■ **Assignment**: Search the data for "Лесная". Return each matching line.
═════ Data extracts ═════
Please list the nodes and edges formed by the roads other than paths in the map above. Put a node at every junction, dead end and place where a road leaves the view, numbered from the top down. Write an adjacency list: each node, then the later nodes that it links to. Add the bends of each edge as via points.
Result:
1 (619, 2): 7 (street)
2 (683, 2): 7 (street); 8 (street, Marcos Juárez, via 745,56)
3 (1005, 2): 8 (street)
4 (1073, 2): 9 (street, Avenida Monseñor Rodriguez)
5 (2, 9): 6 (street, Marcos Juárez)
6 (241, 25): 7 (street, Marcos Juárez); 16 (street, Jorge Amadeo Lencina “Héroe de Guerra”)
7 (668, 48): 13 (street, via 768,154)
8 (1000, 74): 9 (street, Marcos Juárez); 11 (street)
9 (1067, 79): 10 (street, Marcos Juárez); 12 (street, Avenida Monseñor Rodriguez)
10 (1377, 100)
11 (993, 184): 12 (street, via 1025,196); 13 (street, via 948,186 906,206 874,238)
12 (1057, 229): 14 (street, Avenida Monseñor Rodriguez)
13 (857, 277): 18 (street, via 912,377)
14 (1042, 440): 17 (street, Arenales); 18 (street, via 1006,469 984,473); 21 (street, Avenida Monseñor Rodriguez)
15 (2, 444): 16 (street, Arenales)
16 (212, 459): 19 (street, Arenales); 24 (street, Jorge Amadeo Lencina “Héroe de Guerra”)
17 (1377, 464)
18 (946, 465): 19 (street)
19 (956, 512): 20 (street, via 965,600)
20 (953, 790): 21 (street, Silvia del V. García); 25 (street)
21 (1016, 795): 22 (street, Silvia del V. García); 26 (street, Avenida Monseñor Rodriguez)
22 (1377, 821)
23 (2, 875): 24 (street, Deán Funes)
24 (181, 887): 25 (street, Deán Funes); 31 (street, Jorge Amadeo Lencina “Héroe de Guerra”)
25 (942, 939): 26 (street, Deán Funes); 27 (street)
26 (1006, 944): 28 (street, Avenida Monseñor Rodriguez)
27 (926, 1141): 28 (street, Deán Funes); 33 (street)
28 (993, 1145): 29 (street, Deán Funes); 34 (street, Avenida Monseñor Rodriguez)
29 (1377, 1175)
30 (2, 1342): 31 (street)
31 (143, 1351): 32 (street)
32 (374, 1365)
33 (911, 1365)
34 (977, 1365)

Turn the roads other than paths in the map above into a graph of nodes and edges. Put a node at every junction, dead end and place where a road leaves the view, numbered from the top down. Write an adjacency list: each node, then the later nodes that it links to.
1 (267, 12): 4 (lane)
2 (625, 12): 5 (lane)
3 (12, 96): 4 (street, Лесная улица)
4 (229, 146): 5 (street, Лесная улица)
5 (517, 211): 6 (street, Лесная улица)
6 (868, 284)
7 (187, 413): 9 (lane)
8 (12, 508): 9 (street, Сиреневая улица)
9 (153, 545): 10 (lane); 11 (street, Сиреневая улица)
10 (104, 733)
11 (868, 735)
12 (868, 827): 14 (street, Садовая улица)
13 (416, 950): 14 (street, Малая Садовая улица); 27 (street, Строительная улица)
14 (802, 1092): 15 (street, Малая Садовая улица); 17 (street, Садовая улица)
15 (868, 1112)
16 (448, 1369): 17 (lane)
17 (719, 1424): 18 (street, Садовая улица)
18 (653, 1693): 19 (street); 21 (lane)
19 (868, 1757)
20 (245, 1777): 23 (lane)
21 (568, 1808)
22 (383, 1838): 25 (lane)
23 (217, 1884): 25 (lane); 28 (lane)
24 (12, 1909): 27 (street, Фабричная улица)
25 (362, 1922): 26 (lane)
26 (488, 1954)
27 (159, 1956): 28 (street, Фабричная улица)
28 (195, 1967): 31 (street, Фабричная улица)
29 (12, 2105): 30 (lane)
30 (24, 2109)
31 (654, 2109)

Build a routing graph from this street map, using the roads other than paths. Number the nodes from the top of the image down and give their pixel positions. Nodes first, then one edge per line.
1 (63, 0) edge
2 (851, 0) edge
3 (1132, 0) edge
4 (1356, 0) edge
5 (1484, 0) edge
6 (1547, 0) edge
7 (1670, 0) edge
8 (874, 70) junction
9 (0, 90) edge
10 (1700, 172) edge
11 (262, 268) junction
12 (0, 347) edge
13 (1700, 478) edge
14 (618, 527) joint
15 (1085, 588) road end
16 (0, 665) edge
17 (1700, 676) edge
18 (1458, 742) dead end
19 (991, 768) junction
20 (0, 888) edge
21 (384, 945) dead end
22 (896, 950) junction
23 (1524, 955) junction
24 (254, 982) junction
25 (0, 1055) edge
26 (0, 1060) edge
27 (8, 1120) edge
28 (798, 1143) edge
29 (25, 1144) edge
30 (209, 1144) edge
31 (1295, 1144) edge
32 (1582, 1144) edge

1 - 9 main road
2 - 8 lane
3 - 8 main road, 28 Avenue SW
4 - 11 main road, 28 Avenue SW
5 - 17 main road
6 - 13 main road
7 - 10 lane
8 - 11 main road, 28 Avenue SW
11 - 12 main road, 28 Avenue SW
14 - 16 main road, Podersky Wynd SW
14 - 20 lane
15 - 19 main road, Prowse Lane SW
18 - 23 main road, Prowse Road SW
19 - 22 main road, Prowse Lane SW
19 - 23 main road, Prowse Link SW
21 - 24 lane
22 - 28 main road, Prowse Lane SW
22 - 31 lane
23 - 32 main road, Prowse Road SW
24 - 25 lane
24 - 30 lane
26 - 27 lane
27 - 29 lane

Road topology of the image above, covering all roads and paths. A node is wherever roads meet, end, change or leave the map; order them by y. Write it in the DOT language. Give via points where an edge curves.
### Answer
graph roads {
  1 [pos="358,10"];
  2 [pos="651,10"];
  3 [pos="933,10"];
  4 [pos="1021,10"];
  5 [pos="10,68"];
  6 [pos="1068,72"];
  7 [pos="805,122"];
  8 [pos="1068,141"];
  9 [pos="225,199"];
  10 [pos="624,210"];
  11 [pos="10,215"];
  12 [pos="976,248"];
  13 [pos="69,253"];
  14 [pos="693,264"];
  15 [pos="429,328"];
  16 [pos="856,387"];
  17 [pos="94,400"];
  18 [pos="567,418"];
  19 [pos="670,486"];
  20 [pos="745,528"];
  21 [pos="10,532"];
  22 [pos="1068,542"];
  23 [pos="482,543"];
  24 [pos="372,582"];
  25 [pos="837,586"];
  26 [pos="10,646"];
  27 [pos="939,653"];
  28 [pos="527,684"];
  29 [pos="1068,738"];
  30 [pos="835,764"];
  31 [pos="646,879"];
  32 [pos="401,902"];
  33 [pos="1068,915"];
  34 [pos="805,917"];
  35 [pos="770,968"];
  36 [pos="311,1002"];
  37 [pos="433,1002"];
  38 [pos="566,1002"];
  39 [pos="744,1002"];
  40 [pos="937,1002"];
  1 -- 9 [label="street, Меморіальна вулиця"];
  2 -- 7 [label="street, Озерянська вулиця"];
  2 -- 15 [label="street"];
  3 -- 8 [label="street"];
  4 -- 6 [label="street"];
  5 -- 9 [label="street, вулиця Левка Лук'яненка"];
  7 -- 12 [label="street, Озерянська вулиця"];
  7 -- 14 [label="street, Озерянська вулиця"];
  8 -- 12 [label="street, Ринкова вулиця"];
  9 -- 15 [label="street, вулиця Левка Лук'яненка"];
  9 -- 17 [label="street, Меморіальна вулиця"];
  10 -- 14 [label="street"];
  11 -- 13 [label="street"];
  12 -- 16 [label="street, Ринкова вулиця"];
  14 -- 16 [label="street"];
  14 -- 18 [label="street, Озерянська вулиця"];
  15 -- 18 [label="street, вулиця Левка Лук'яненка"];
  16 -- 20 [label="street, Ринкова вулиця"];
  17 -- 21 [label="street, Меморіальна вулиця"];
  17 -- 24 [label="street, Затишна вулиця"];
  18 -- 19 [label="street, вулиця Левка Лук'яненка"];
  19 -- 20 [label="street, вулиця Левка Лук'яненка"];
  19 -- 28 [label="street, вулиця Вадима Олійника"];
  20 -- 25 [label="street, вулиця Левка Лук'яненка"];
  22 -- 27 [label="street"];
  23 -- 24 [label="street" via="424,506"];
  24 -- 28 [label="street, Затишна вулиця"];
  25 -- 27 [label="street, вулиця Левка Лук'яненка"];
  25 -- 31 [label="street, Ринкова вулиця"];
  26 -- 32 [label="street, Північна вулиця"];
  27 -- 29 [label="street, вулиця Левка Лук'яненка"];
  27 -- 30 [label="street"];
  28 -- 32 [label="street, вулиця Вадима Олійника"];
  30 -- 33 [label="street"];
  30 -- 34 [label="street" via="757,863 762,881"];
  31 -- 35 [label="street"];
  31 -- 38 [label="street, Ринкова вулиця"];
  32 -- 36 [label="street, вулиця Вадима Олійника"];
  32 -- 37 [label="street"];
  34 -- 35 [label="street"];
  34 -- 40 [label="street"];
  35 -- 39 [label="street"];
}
═════
■ **Exercise answer**:
3 (12, 96): 4 (street, Лесная улица)
4 (229, 146): 5 (street, Лесная улица)
5 (517, 211): 6 (street, Лесная улица)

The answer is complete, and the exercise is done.